Ciò in conformità con quanto indicato nell’art. 2383 comma 3 Cod. Civ. che prevede espressamente l’ipotesi di specie anche se la revoca avviene senza “giusta causa”.

L’intervento della Corte è giustificato dal fatto che la norma non estrinseca espressamente che cosa s’intenda per “giusta causa” di revoca.

Secondo gli Ermellini – che hanno richiamato la propria precedente giurisprudenza (Cass. Civ., 2037/2018) – grava “sulla società, ai sensi dell’art. 2697 c.c., l’onere di dimostrare la sussistenza di una giusta causa di revoca, trattandosi di un fatto costitutivo della facoltà di recedere senza conseguenze risarcitorie”.

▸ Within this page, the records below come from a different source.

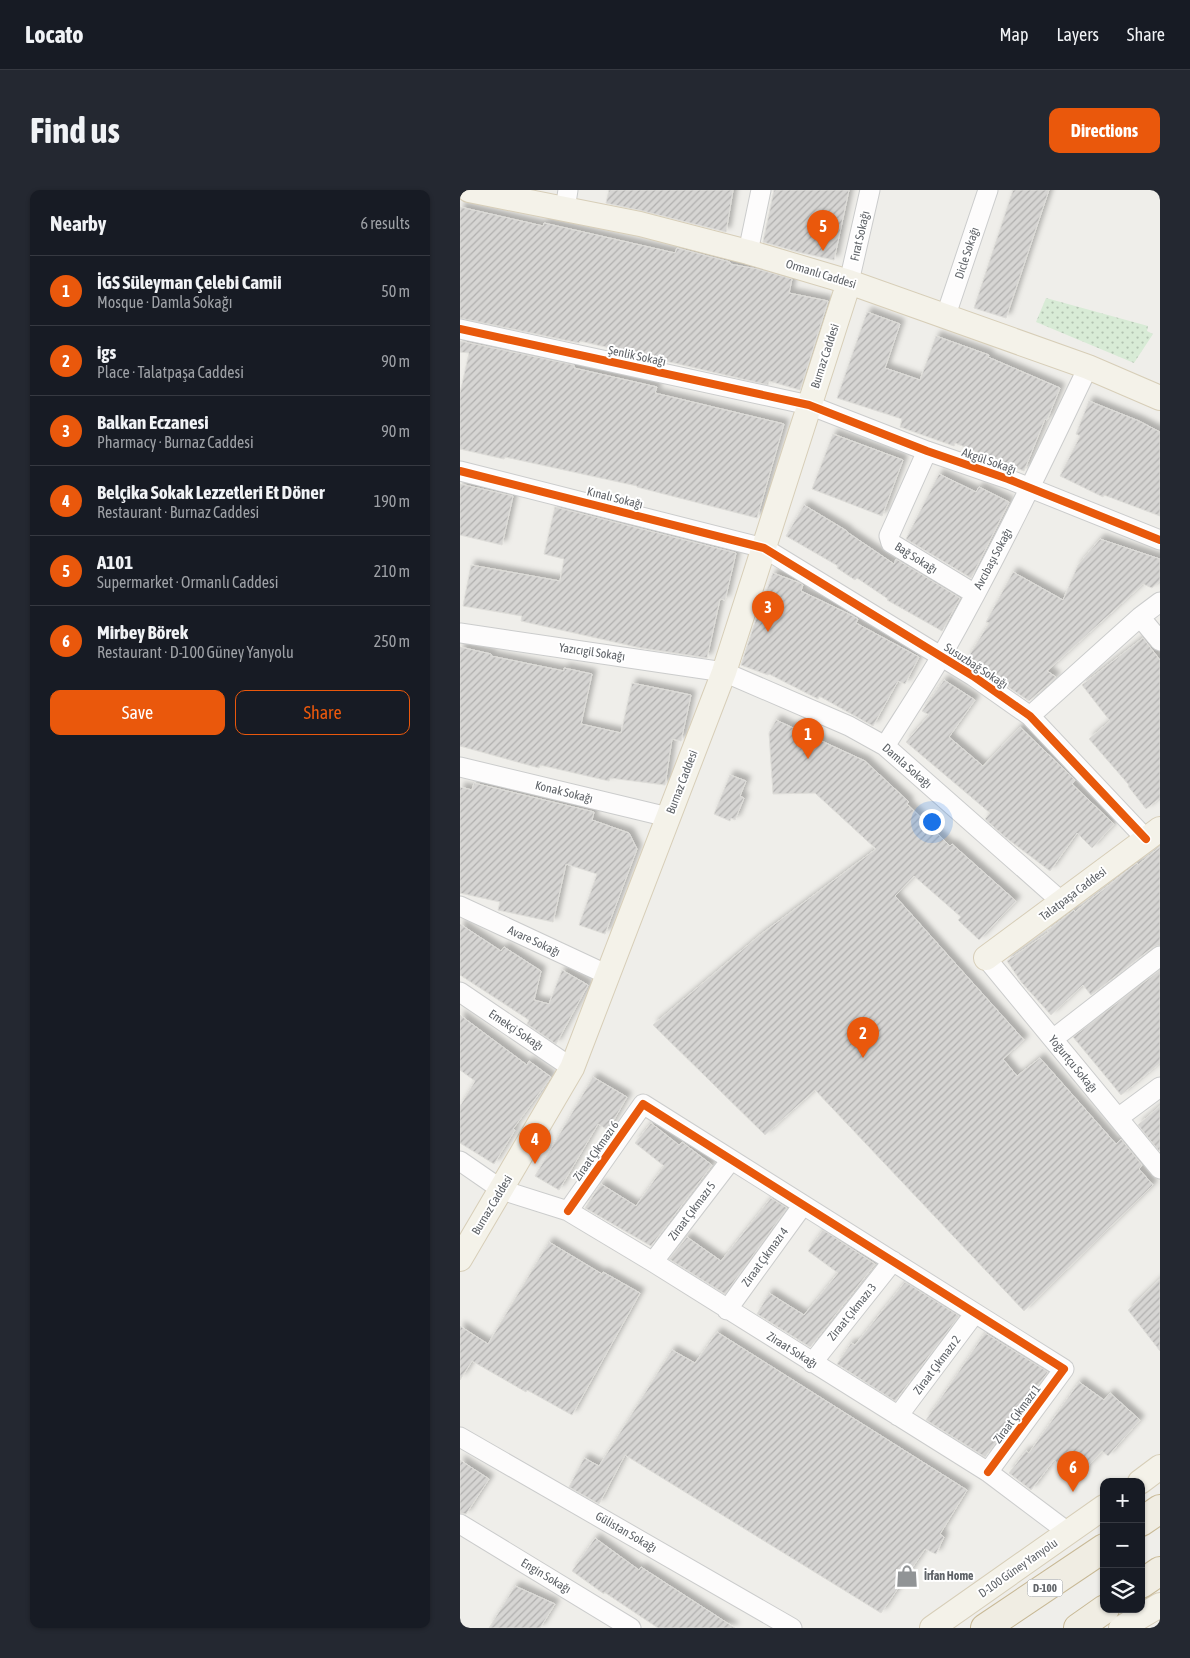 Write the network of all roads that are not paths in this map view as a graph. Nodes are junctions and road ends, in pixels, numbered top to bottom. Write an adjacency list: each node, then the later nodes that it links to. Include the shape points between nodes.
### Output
1 (469, 190): 5 (main road, Ormanlı Caddesi)
2 (761, 190): 6 (street)
3 (870, 190): 7 (street, Fırat Sokağı)
4 (988, 190): 8 (street, Dicle Sokağı)
5 (566, 200): 6 (main road, Ormanlı Caddesi, via 640,224)
6 (748, 252): 7 (main road, Ormanlı Caddesi)
7 (849, 282): 8 (main road, Ormanlı Caddesi); 12 (main road, Burnaz Caddesi)
8 (946, 315): 10 (main road, Ormanlı Caddesi)
9 (460, 329): 12 (street, Şenlik Sokağı)
10 (1088, 367): 11 (main road, Ormanlı Caddesi); 15 (street, Avcıbaşı Sokağı)
11 (1160, 398)
12 (810, 405): 13 (street, Akgül Sokağı); 17 (main road, Burnaz Caddesi)
13 (927, 451): 15 (street, Akgül Sokağı); 18 (street, Bağ Sokağı, via 889,536 891,543)
14 (460, 471): 17 (street, Kınalı Sokağı)
15 (1030, 488): 16 (street, Akgül Sokağı); 18 (street, Avcıbaşı Sokağı)
16 (1160, 540)
17 (764, 548): 23 (street, Susuzbağ Sokağı); 24 (main road, Burnaz Caddesi)
18 (975, 594): 23 (street, Avcıbaşı Sokağı)
19 (1160, 602): 20 (street)
20 (1140, 617): 22 (street); 25 (street)
21 (460, 633): 24 (street, Yazıcıgil Sokağı)
22 (1160, 641)
23 (942, 656): 25 (street, Susuzbağ Sokağı); 26 (street, Avcıbaşı Sokağı)
24 (724, 672): 26 (street, Damla Sokağı, via 849,726); 28 (main road, Burnaz Caddesi)
25 (1030, 716): 29 (street, Susuzbağ Sokağı)
26 (886, 746): 30 (street, Damla Sokağı)
27 (460, 767): 28 (street, Konak Sokağı)
28 (668, 817): 34 (main road, Burnaz Caddesi)
29 (1153, 834): 30 (main road, Talatpaşa Caddesi)
30 (1062, 902): 33 (main road, Talatpaşa Caddesi)
31 (460, 906): 34 (street, Avare Sokağı)
32 (1160, 956): 36 (street)
33 (986, 958): 36 (street, Yoğurtçu Sokağı)
34 (608, 975): 37 (main road, Burnaz Caddesi)
35 (460, 992): 37 (street, Emekçi Sokağı)
36 (1053, 1039): 39 (street, Yoğurtçu Sokağı)
37 (572, 1068): 43 (main road, Burnaz Caddesi)
38 (1160, 1087): 39 (street)
39 (1118, 1118): 42 (street, Yoğurtçu Sokağı)
40 (731, 1160): 44 (street); 45 (street, Ziraat Çıkmazı 6, via 643,1104); 48 (street, Ziraat Çıkmazı 5)
41 (460, 1161): 43 (street, Ziraat Sokağı)
42 (1160, 1169)
43 (502, 1190): 45 (street, Ziraat Sokağı); 46 (main road, Burnaz Caddesi)
44 (803, 1205): 47 (street); 49 (street, Ziraat Çıkmazı 4)
45 (568, 1211): 48 (street, Ziraat Sokağı)
46 (460, 1259)
47 (893, 1261): 50 (street); 51 (street, Ziraat Çıkmazı 3)
48 (653, 1262): 49 (street, Ziraat Sokağı)
49 (727, 1310): 51 (street, Ziraat Sokağı)
50 (975, 1313): 52 (street, Ziraat Çıkmazı 2); 55 (street, Ziraat Çıkmazı 1, via 1064,1369)
51 (812, 1362): 52 (street, Ziraat Sokağı)
52 (898, 1416): 55 (street, Ziraat Sokağı)
53 (460, 1437): 68 (street, Gülistan Sokağı)
54 (1160, 1468): 56 (main road)
55 (988, 1472): 61 (street, Ziraat Sokağı)
56 (1145, 1478)
57 (1160, 1509): 59 (highway)
58 (1100, 1510): 61 (main road, D-100 Güney Yanyolu)
59 (1145, 1519)
60 (460, 1524): 67 (street, Engin Sokağı)
61 (1069, 1534): 69 (main road, D-100 Güney Yanyolu)
62 (1100, 1551): 70 (highway, D-100)
63 (1160, 1571): 64 (highway)
64 (1145, 1581)
65 (1160, 1605): 72 (main road)
66 (1100, 1613): 71 (highway)
67 (631, 1628)
68 (792, 1628)
69 (932, 1628)
70 (986, 1628)
71 (1078, 1628)
72 (1121, 1628)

Quanto sopra perché secondo il Palazzaccio “la giusta causa di revoca consiste nell’esistenza di circostanze sopravvenute, anche non integranti inadempimento, siano o no provocate dall’amministratore, le quali pregiudicano l’affidamento nelle sue attitudini e capacità, ossia il «rapporto fiduciario»”.

Ciò dal momento che la ricorrenza di esigenze di auto-organizzazione della struttura societaria che costituisce “un motivo di natura oggettiva non pertinente alla condotta dell’amministratore” deve “essere invero reputata estranea alla nozione di giusta causa legittimante il recesso della società” (Cass. Civ., 23557/2008; Cass. Civ., 21342/2013; Cass. Civ. 27512/2008; Cass. Civ. 6526/2002).

Su quest’ultimo argomento, la Cassazione ha sottolineato che “in mancanza di circostanze o fatti idonei ad influire negativamente sulla prosecuzione del rapporto tali da elidere l’affidamento inizialmente riposto sulle attitudini e capacità dell’amministratore, [la giusta causa di revoca] non può essere integrata dal mero nuovo assetto organizzativo del gruppo, il quale non è, di per sé, collegabile ad una rottura del pactum fiduciae”.